Evening Track : Crude oil extends losses amid tariffs & output fears, Gold retreats as trade war uncertainty - Kotak Securities Ltd

Comex Gold futures experienced a slight retreat, hovering below $2,930 per ounce, after a robust two-session rally fueled by Trump's escalated tariffs. The nearrecord high, just shy of last week's peak, reflects heightened safe-haven demand amidst trade uncertainties. Trump's doubled tariffs on China and levies against Canada and Mexico have sparked inflation and global growth slowdown concerns, bolstering gold's appeal. While Commerce Secretary Lutnick hinted at potential tariff relief for US neighbors, market anxieties persist. A JPMorgan Treasury client survey reveals record bullish bond positions, indicating growing fears of US economic disruption from the trade disputes. Gold, up over 40% since late 2023, remains a key asset in this climate of uncertainty.
WTI crude oil remained under pressure to trade below $67.50/barrel, following Commerce Secretary Lutnick's comments regarding potential, though limited, tariff adjustments on Mexico and Canada. This injected fresh market uncertainty, exacerbating existing concerns over potential trade wars. Crude has declined since midJanuary, driven by fears that escalating trade tensions, particularly U.S. tariffs, will dampen global energy demand. Oil options traders reflect heightened bearish sentiment, reaching a five-month peak, due to tariff-related anxieties and OPEC+'s planned production increases. The market remains sensitive to geopolitical developments, with ongoing trade disputes posing a significant downside risk to oil prices.
LME base metals surged, with copper and zinc leading gains, rebounding from earlier week losses due to persistent anxieties regarding potential US tariffs on copper imports, initiated by President Trump to bolster domestic production. The proposed tariffs threaten to strain US supply, given its reliance on imports and limited smelting capacity. Concurrently, imminent US aluminum and steel tariffs further exacerbate global metal market pressures. Market sentiment was also buoyed by China's confirmation of its 2025 GDP growth target at "around 5%," a key indicator for copper demand, as China remains the largest consumer. This combined effect of potential supply constraints and sustained Chinese demand drove the LME metal price rally.
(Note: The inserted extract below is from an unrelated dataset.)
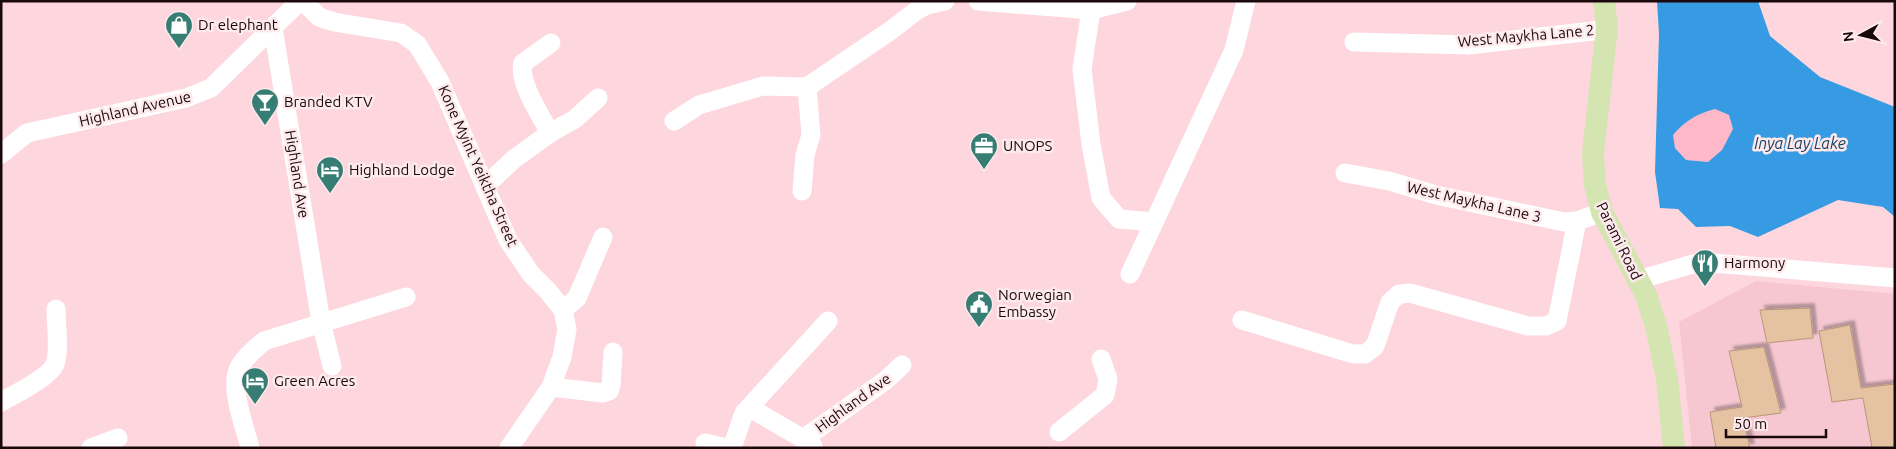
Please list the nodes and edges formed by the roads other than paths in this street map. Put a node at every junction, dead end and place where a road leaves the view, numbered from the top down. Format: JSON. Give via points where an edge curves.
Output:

European natural gas trading around €44/MWh, following a three-week decline exceeding 20% due to heightened geopolitical uncertainty, notably escalating USUkraine tensions and evolving US trade policies. Market participants are reducing exposure, evidenced by a 10-month low in aggregate open interest, signaling position closures reflects unease regarding potential impacts on European gas supplies. The region faces the critical task of replenishing storage reserves amidst this uncertainty, contributing to increased market volatility. The confluence of geopolitical factors and storage pressures is driving the current market dynamics.